▸ Saved data entries:

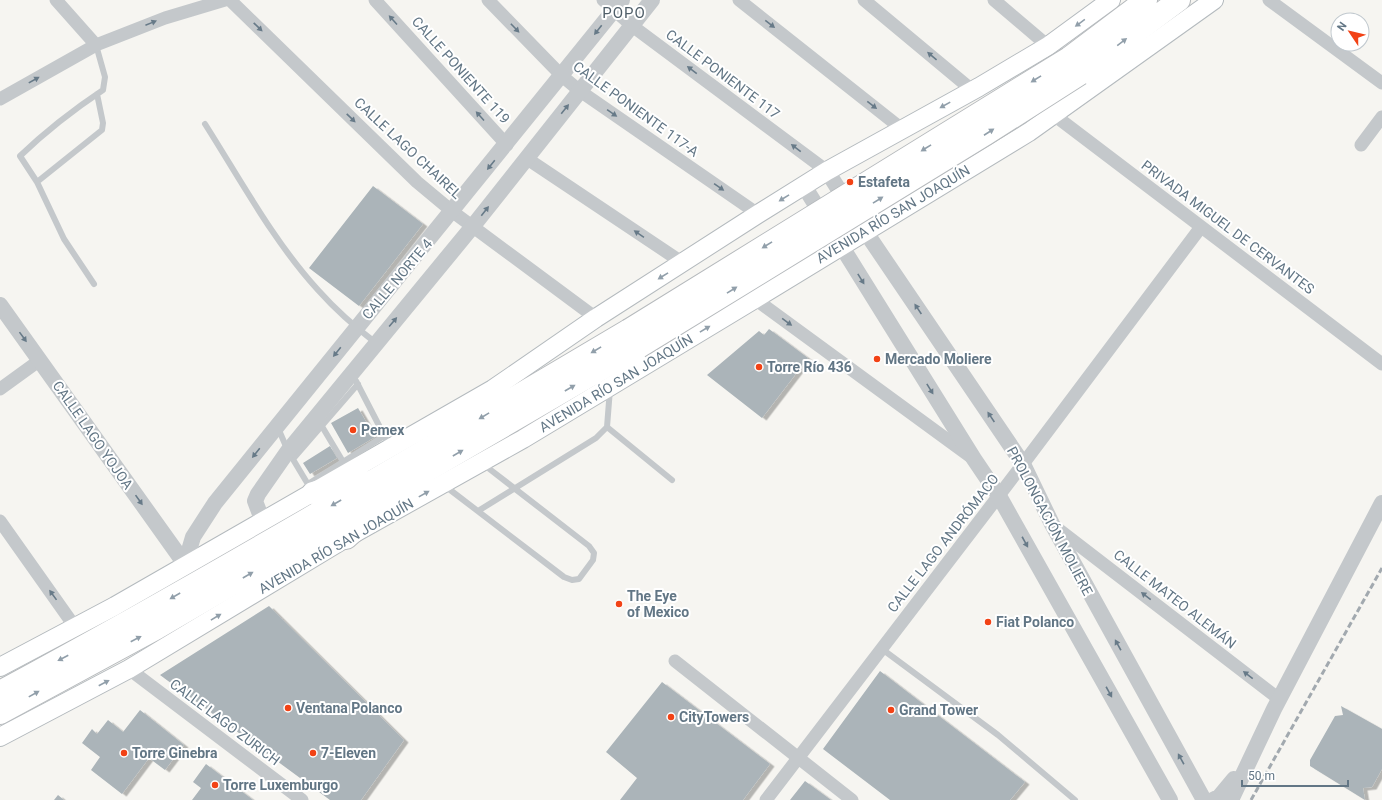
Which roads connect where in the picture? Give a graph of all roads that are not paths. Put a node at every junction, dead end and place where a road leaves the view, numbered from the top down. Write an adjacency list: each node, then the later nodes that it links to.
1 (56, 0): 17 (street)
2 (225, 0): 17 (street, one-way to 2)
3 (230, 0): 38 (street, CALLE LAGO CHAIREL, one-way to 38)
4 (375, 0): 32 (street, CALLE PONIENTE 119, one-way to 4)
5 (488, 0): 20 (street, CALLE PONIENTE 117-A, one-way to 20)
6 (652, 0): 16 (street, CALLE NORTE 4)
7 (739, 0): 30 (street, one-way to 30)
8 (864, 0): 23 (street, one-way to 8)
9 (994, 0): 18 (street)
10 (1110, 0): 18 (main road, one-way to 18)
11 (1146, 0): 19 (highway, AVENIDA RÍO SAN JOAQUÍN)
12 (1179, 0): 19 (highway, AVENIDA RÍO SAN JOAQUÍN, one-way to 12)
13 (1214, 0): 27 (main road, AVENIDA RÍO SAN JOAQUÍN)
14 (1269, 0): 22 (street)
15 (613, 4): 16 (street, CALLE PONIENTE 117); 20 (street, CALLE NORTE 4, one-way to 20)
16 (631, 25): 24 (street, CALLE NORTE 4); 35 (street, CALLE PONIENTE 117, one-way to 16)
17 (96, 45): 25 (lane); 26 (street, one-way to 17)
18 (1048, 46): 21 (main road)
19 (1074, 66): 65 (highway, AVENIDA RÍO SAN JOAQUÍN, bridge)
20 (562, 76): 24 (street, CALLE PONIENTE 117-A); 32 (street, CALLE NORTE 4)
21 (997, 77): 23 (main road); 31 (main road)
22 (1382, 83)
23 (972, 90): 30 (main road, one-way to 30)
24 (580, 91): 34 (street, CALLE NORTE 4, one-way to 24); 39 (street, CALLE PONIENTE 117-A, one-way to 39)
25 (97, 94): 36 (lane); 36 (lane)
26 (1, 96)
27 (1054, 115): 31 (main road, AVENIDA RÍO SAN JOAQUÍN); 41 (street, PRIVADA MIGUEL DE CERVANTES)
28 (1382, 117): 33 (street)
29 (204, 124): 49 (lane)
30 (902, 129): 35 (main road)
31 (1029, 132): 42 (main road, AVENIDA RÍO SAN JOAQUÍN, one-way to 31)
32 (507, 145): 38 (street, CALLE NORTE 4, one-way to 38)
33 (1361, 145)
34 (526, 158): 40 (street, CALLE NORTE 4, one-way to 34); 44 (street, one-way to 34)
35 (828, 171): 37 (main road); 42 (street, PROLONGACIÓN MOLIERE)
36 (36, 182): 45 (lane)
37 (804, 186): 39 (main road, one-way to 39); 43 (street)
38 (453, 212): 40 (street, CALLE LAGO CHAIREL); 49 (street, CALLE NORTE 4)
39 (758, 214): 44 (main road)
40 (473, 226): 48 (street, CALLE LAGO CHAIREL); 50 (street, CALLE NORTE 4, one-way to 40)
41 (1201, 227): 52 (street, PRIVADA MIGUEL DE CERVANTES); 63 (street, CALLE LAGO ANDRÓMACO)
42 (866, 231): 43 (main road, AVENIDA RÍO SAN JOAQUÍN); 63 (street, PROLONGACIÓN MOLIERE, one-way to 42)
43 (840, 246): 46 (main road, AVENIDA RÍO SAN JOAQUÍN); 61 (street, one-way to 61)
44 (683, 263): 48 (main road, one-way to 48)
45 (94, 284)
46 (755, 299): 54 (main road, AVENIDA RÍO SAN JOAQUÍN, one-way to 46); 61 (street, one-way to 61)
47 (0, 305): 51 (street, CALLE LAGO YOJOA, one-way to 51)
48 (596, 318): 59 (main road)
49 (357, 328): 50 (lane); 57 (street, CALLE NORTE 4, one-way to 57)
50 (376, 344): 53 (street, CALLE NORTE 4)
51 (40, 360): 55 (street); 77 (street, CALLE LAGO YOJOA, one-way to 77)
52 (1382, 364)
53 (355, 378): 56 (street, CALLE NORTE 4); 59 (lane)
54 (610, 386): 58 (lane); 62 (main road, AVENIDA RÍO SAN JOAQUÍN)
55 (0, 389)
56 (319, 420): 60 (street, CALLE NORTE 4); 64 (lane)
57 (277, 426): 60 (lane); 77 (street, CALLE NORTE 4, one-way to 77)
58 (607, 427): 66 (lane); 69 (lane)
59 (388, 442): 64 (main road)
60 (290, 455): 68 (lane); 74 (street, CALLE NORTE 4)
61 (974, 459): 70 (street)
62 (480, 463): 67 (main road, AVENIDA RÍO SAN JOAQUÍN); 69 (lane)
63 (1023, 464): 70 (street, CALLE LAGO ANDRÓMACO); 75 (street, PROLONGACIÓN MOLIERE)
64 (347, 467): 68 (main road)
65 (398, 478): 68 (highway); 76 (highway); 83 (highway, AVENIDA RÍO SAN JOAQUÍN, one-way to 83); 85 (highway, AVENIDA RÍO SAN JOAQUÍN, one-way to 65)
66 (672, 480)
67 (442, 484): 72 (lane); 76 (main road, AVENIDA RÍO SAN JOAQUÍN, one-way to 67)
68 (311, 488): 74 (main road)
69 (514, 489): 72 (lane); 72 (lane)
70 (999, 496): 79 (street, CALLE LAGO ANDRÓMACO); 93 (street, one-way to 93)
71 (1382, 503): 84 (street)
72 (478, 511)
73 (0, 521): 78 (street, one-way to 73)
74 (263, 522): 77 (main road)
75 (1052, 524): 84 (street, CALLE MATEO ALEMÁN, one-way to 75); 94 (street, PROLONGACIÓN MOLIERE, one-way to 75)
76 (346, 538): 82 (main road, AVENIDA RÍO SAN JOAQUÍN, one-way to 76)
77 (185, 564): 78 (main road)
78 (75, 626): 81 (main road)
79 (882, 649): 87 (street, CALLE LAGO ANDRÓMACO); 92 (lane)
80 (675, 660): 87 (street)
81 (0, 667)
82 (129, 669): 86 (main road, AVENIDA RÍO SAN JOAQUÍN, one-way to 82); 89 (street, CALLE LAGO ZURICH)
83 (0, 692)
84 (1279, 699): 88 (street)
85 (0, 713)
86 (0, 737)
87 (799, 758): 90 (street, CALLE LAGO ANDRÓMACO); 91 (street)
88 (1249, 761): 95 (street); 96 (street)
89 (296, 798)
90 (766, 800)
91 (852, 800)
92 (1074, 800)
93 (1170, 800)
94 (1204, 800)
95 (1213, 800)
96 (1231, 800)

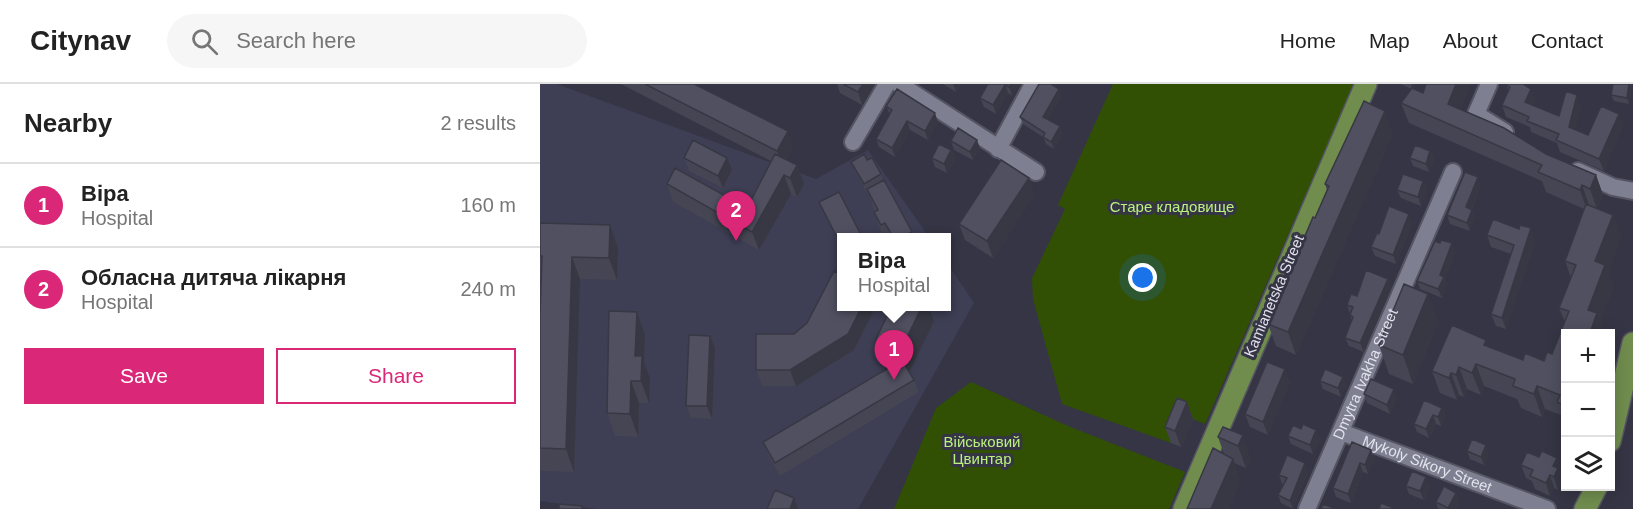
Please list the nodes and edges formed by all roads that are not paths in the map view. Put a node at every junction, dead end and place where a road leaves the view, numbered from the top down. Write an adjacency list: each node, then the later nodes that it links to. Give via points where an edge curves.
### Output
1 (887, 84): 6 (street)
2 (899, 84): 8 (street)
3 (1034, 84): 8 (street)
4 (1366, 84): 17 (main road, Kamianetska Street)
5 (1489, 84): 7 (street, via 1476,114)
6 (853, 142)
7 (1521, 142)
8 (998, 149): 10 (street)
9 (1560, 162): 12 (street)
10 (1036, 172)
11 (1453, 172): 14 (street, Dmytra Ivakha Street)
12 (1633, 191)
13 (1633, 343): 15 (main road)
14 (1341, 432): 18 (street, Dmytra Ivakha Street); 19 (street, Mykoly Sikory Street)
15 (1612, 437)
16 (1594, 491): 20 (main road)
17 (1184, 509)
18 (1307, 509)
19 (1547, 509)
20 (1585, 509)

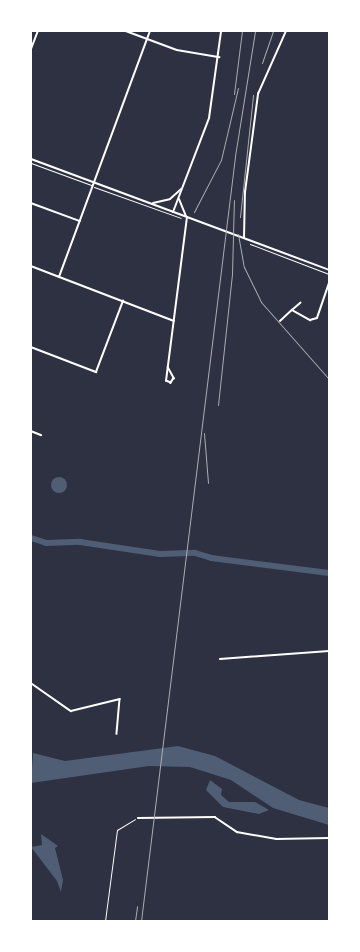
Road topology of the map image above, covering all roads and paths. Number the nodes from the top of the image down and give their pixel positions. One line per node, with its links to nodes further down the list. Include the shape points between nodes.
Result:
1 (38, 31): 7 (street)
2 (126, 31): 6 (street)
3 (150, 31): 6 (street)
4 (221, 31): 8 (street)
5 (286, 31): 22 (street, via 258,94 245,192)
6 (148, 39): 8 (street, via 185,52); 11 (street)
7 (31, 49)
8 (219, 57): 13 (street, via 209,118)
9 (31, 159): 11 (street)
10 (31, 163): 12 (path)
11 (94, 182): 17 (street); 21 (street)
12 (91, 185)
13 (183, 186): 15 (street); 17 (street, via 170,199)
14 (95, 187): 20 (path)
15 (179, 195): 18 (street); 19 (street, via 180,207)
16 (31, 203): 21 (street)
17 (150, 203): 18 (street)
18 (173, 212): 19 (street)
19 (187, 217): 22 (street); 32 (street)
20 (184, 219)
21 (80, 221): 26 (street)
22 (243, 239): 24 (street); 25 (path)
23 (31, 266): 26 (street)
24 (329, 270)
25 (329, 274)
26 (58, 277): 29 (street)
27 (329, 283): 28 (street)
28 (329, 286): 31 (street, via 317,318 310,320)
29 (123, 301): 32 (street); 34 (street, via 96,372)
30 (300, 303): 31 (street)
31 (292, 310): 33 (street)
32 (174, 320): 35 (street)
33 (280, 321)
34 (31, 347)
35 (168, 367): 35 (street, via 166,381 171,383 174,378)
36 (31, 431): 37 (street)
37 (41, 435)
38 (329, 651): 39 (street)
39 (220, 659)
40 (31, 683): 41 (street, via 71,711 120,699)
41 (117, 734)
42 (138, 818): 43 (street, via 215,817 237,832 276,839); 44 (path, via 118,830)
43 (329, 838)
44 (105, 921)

▸ Work request:
Among the records, find every line holding the word "that" and copy it.

▸ The completed task:
Which roads connect where in the picture? Give a graph of all roads that are not paths. Put a node at every junction, dead end and place where a road leaves the view, numbered from the top down. Write an adjacency list: each node, then the later nodes that it links to.
Please list the nodes and edges formed by all roads that are not paths in the map view. Put a node at every junction, dead end and place where a road leaves the view, numbered from the top down. Write an adjacency list: each node, then the later nodes that it links to. Give via points where an edge curves.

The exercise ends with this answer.